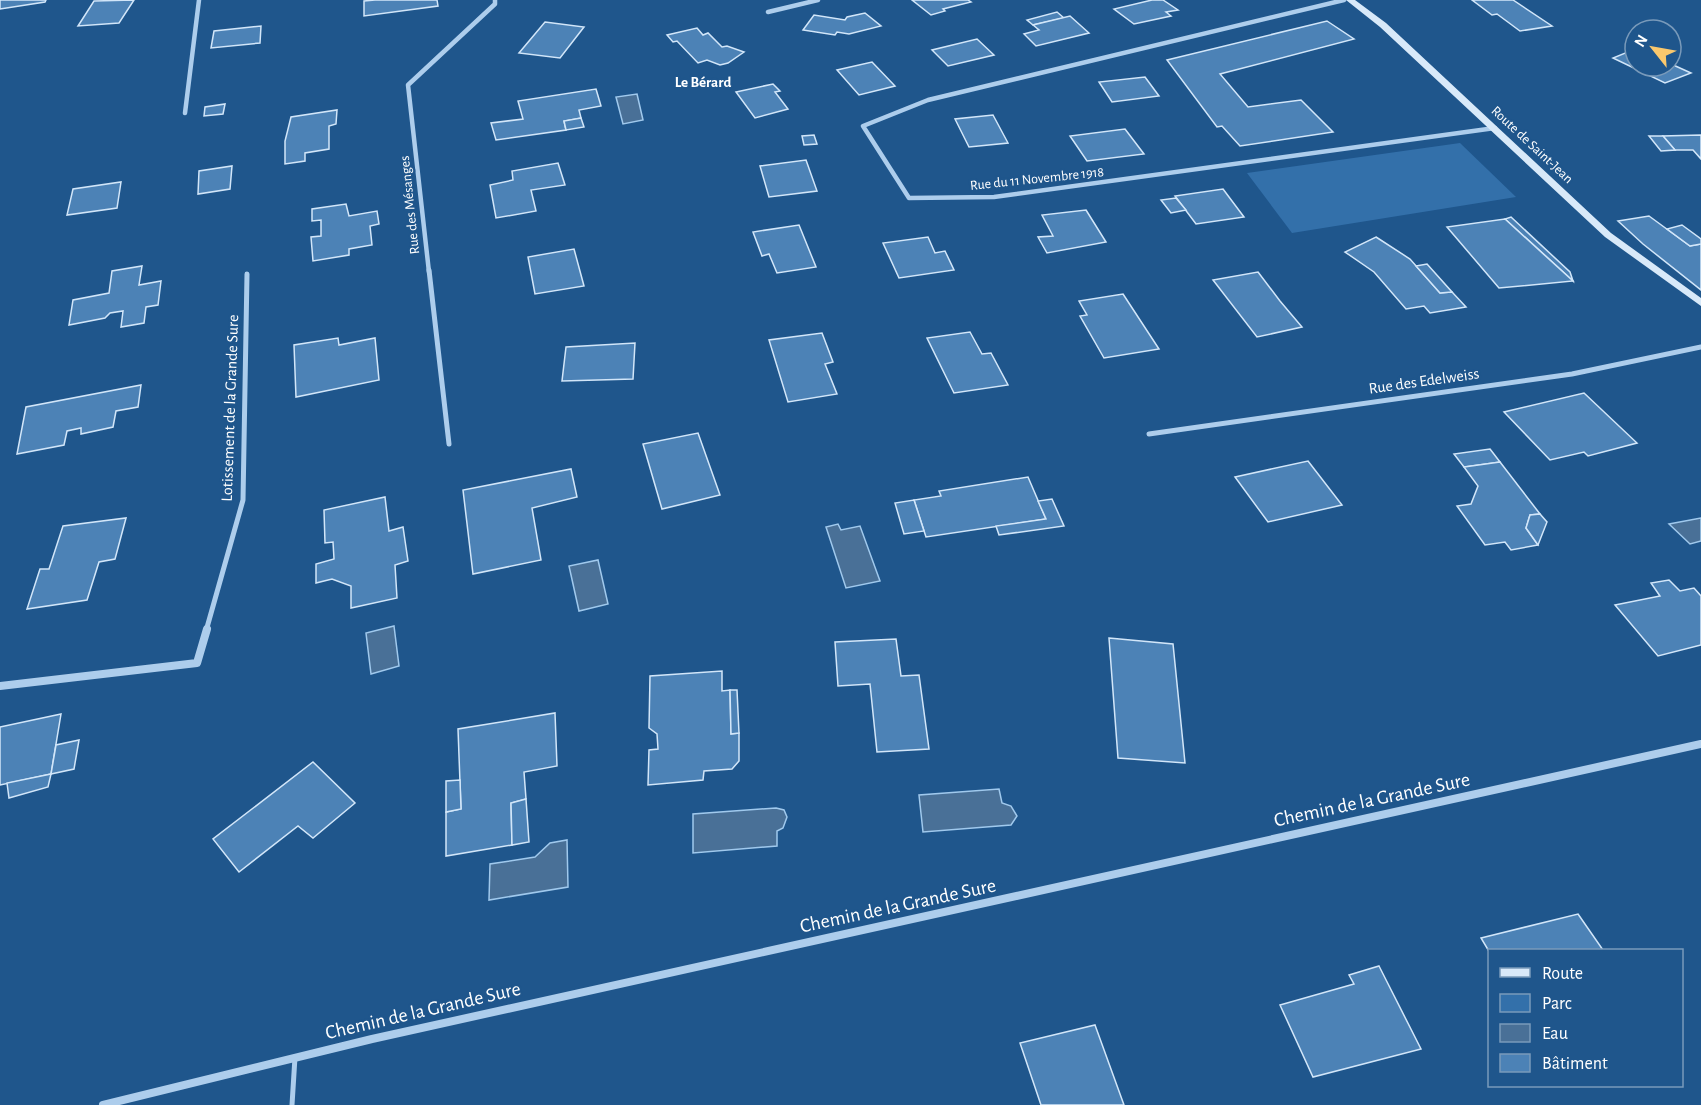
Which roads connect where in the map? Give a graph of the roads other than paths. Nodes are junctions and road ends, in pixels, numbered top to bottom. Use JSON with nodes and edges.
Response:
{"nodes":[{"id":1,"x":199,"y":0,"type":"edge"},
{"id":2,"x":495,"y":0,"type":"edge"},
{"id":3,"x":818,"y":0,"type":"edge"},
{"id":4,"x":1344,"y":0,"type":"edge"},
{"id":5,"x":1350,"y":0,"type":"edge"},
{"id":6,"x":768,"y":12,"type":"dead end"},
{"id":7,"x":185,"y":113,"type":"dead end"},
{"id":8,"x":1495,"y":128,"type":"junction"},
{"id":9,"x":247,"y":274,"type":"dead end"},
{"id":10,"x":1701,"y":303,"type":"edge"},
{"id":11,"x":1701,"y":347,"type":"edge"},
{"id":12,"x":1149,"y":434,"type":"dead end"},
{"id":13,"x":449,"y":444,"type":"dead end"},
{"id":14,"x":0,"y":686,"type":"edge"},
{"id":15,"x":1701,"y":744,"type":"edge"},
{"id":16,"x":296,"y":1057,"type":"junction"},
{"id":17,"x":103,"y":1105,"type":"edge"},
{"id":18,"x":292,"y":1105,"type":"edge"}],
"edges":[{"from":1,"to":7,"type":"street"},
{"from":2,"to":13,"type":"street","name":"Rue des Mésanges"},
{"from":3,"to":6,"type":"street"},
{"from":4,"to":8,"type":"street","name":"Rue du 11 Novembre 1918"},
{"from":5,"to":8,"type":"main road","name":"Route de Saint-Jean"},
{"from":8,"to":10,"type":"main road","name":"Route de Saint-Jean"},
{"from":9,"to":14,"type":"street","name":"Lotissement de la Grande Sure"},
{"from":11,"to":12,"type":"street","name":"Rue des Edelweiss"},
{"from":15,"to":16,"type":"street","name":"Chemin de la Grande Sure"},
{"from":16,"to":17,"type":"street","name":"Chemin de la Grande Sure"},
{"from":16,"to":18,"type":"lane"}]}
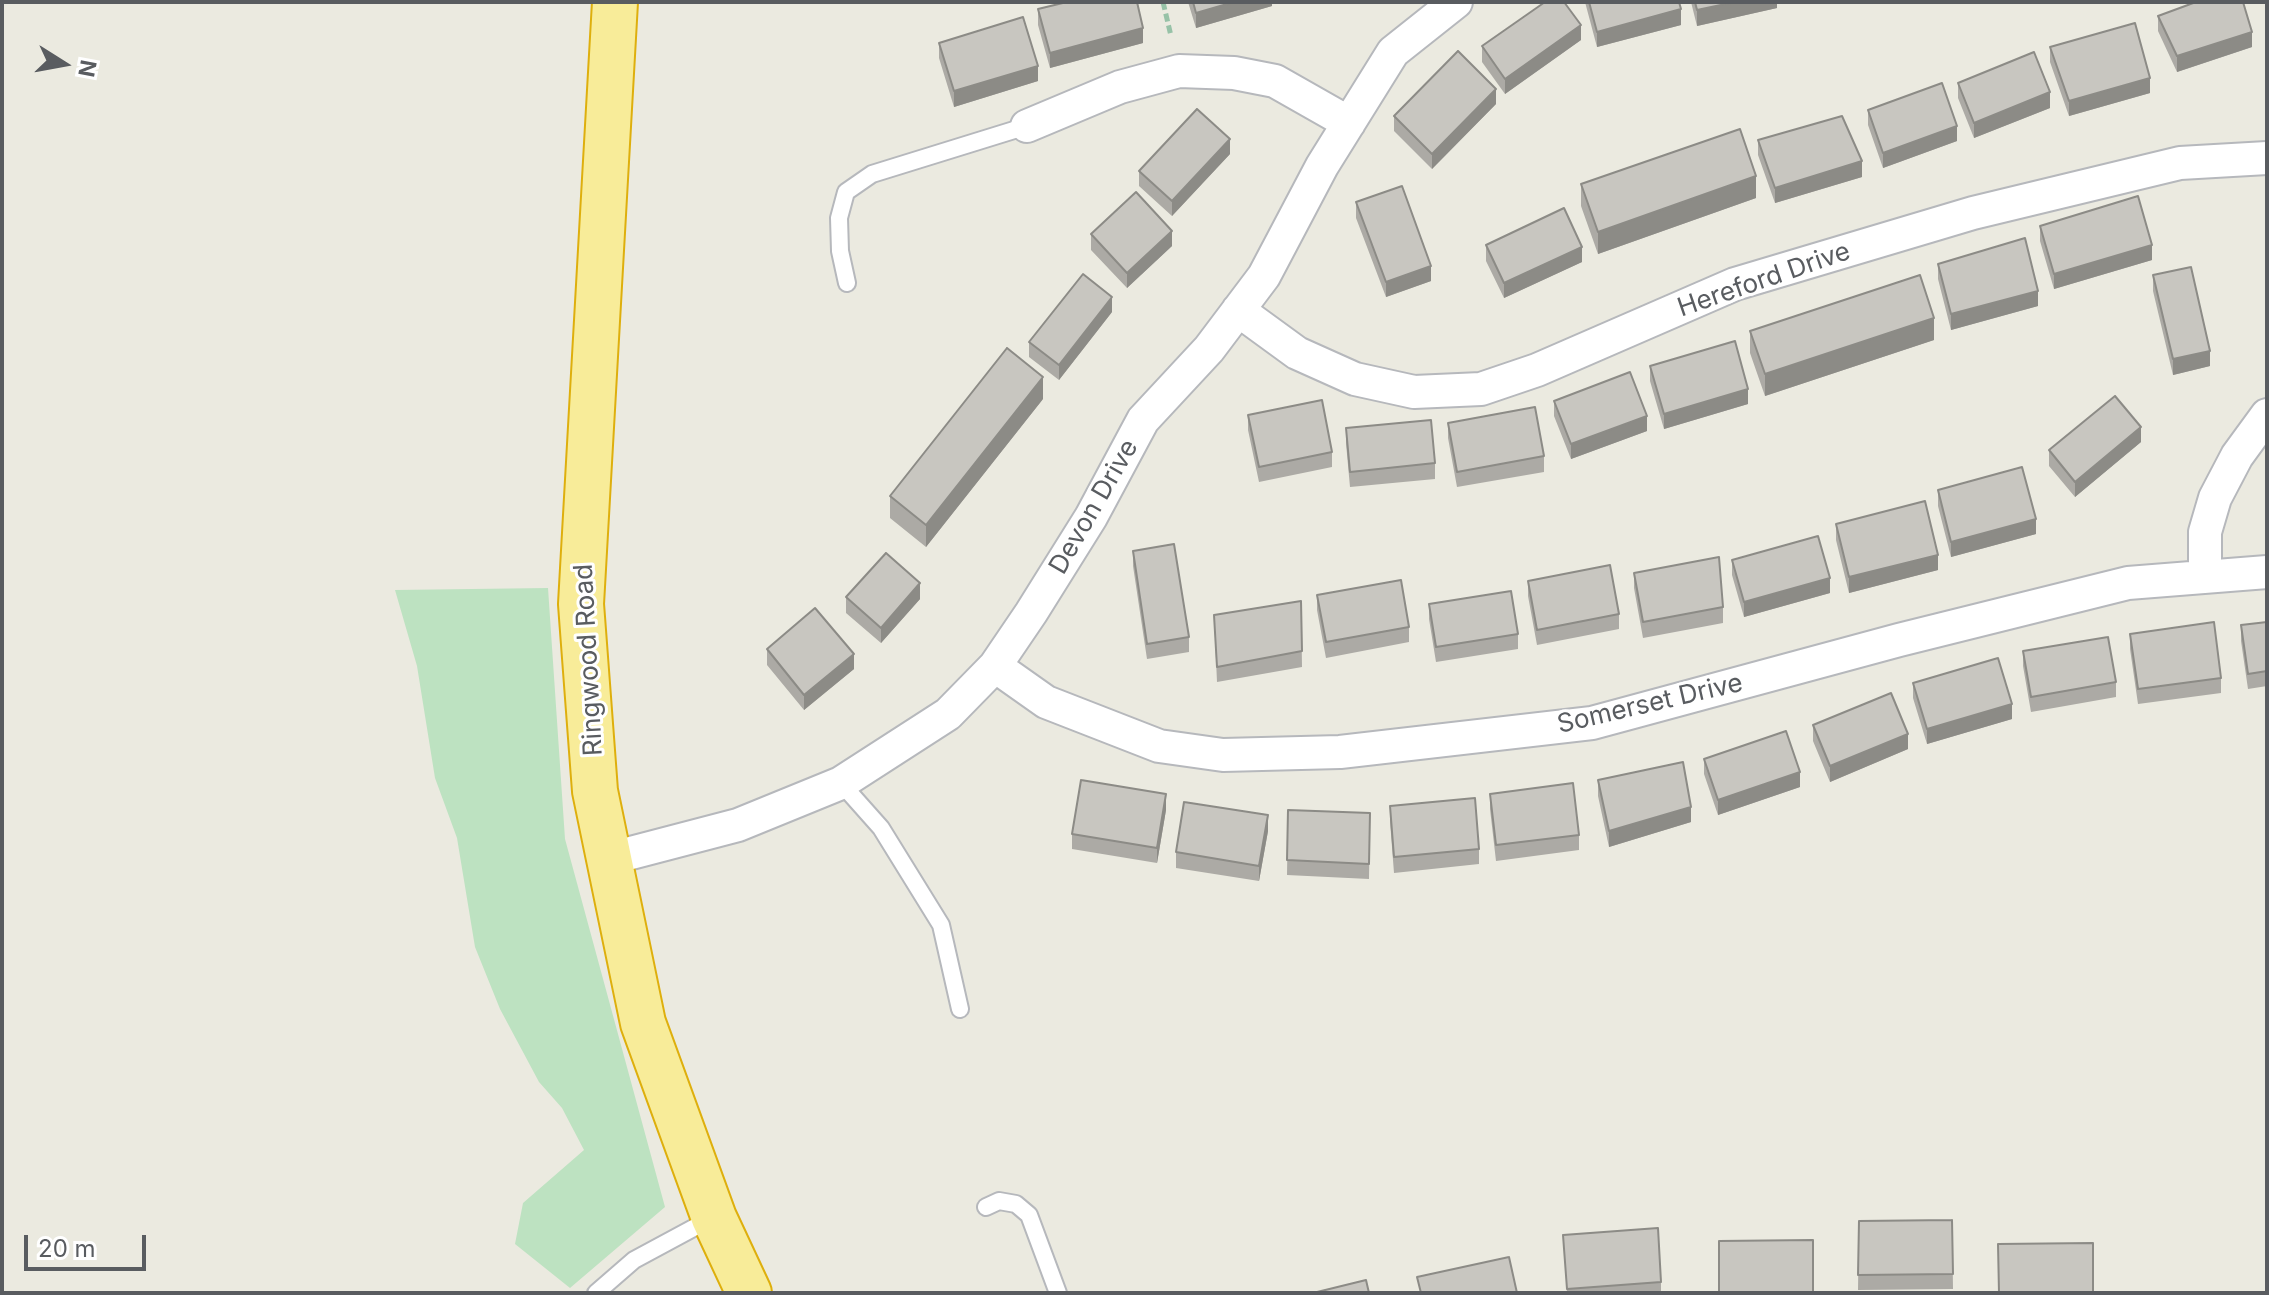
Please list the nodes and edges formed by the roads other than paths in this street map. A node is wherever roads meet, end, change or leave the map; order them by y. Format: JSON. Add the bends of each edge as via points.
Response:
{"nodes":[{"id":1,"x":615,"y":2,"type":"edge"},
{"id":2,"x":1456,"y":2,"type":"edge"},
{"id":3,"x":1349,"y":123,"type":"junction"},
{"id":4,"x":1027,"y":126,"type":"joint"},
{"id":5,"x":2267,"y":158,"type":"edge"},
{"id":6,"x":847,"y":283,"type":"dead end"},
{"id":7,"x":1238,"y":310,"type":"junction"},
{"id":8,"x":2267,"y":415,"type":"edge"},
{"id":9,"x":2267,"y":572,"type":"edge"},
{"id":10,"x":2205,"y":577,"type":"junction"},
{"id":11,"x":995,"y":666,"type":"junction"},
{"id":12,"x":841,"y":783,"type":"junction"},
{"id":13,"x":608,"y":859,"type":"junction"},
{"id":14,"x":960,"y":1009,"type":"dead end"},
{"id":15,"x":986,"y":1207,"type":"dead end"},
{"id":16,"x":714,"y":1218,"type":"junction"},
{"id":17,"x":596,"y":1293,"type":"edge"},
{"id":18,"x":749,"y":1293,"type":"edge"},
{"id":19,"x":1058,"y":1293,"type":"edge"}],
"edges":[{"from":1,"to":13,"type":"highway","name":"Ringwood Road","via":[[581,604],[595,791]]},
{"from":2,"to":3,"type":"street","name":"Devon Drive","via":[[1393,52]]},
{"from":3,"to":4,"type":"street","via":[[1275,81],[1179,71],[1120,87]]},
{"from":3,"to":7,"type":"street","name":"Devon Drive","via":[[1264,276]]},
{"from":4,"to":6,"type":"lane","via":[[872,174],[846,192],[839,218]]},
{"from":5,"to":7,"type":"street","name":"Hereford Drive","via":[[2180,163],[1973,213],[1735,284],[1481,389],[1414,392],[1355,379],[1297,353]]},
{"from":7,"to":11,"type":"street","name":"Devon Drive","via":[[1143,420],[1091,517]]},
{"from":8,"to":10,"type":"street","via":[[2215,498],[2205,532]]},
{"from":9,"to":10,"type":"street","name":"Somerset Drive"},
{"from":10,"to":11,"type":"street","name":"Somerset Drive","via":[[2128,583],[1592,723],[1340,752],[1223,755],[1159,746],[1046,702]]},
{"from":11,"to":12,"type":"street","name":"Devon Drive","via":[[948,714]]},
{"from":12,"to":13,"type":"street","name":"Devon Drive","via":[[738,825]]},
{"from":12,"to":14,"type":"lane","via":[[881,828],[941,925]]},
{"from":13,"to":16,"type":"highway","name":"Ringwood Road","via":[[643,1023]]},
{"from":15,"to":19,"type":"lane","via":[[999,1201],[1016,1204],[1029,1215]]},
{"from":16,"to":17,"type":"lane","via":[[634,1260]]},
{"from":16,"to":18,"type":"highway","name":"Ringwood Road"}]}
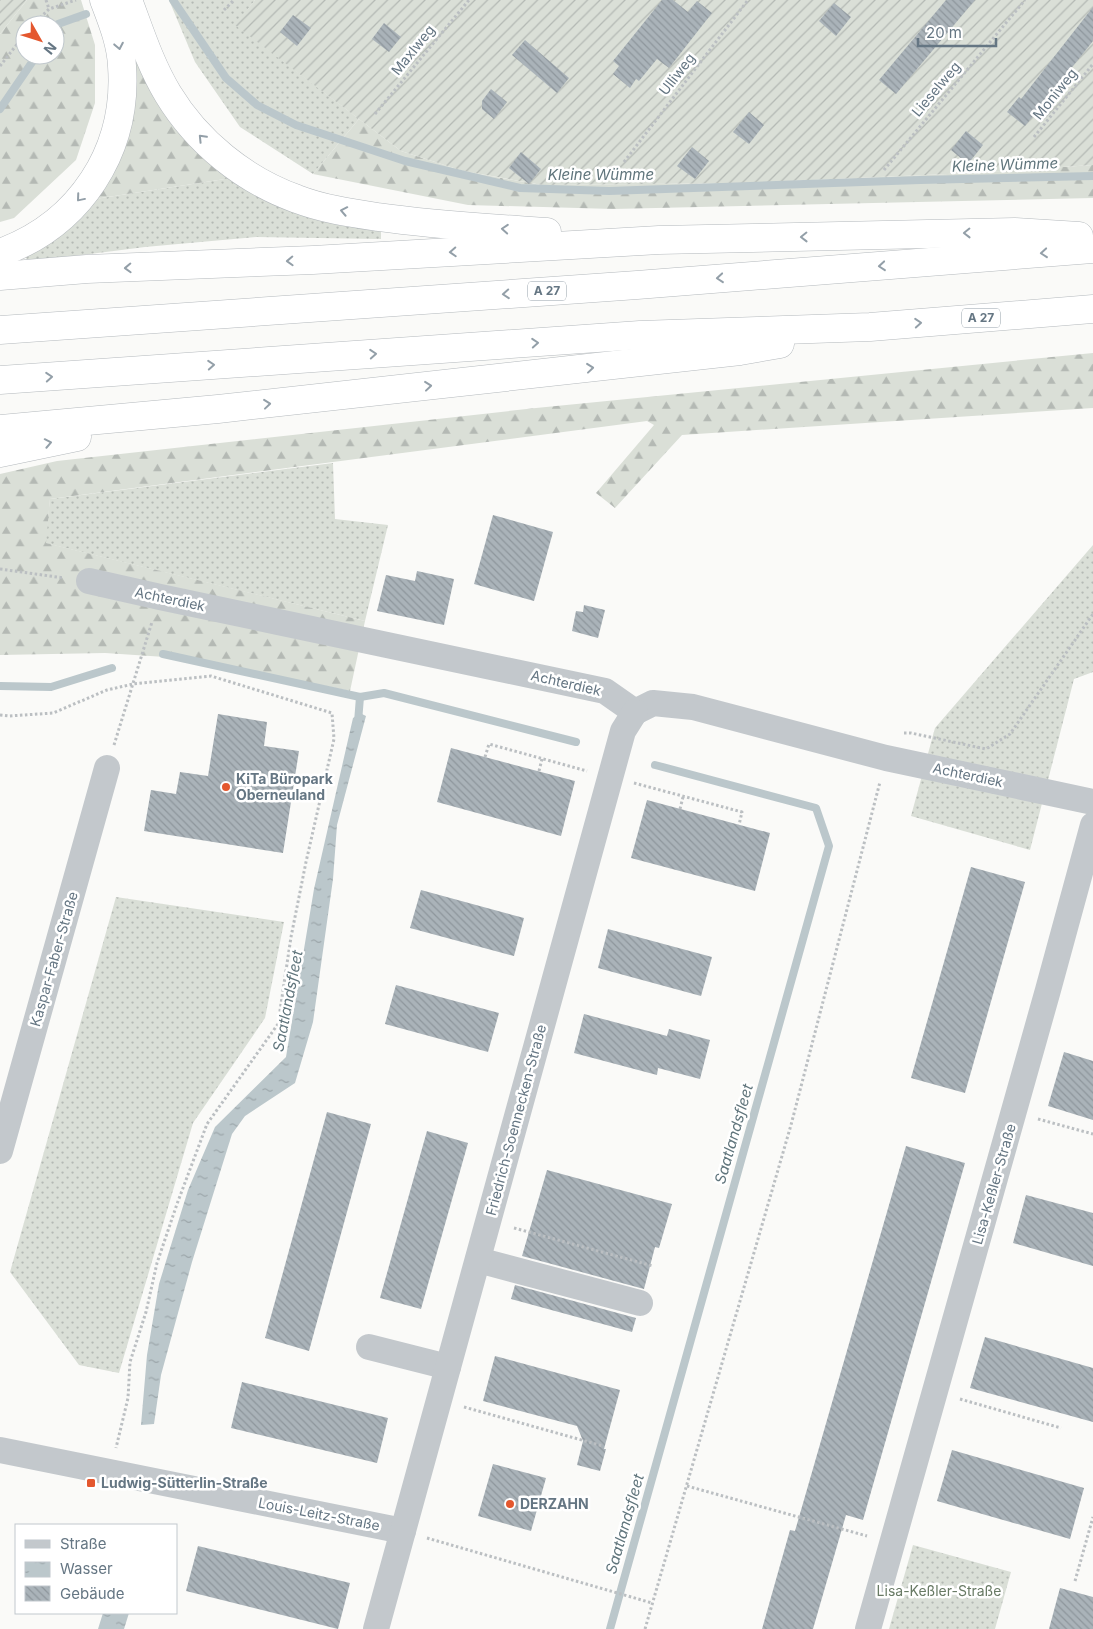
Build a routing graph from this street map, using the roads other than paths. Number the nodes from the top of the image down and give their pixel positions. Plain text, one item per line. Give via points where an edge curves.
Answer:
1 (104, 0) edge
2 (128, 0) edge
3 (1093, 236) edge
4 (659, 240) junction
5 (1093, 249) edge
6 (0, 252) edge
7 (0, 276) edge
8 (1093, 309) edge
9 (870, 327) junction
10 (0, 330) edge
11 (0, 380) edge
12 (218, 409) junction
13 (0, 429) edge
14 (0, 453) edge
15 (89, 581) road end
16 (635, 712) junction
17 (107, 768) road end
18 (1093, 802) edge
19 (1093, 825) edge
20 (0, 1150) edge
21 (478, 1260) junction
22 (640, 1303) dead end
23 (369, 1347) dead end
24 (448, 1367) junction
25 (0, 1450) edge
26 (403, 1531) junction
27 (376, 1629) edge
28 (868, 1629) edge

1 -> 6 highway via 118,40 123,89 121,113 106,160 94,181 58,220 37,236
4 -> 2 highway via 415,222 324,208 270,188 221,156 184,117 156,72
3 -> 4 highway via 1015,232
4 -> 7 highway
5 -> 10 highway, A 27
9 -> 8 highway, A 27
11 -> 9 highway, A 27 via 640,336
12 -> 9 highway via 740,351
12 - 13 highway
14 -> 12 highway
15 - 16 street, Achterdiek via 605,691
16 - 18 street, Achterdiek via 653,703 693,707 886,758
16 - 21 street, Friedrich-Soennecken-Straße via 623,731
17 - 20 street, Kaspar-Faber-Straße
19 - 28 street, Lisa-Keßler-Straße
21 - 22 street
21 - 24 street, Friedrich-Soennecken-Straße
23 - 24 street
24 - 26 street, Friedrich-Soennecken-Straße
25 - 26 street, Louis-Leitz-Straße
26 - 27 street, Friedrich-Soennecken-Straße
■ ■ ■ ■ ■
● Work request:
Pictures stay out. Repeat only the lines from the beginning of the data through the line that has "Please list the".

● Written answer:
Which roads connect where in the map? Give a graph of the roads other than paths. Nodes are junctions and road ends, in pixels, numbered top to bottom. Use JSON with nodes and edges.
Response:
{"nodes":[{"id":1,"x":199,"y":0,"type":"edge"},
{"id":2,"x":495,"y":0,"type":"edge"},
{"id":3,"x":818,"y":0,"type":"edge"},
{"id":4,"x":1344,"y":0,"type":"edge"},
{"id":5,"x":1350,"y":0,"type":"edge"},
{"id":6,"x":768,"y":12,"type":"dead end"},
{"id":7,"x":185,"y":113,"type":"dead end"},
{"id":8,"x":1495,"y":128,"type":"junction"},
{"id":9,"x":247,"y":274,"type":"dead end"},
{"id":10,"x":1701,"y":303,"type":"edge"},
{"id":11,"x":1701,"y":347,"type":"edge"},
{"id":12,"x":1149,"y":434,"type":"dead end"},
{"id":13,"x":449,"y":444,"type":"dead end"},
{"id":14,"x":0,"y":686,"type":"edge"},
{"id":15,"x":1701,"y":744,"type":"edge"},
{"id":16,"x":296,"y":1057,"type":"junction"},
{"id":17,"x":103,"y":1105,"type":"edge"},
{"id":18,"x":292,"y":1105,"type":"edge"}],
"edges":[{"from":1,"to":7,"type":"street"},
{"from":2,"to":13,"type":"street","name":"Rue des Mésanges"},
{"from":3,"to":6,"type":"street"},
{"from":4,"to":8,"type":"street","name":"Rue du 11 Novembre 1918"},
{"from":5,"to":8,"type":"main road","name":"Route de Saint-Jean"},
{"from":8,"to":10,"type":"main road","name":"Route de Saint-Jean"},
{"from":9,"to":14,"type":"street","name":"Lotissement de la Grande Sure"},
{"from":11,"to":12,"type":"street","name":"Rue des Edelweiss"},
{"from":15,"to":16,"type":"street","name":"Chemin de la Grande Sure"},
{"from":16,"to":17,"type":"street","name":"Chemin de la Grande Sure"},
{"from":16,"to":18,"type":"lane"}]}
Please list the nodes and edges formed by the roads other than paths in this street map. A node is wherever roads meet, end, change or leave the map; order them by y. Format: JSON. Add the bends of each edge as via points.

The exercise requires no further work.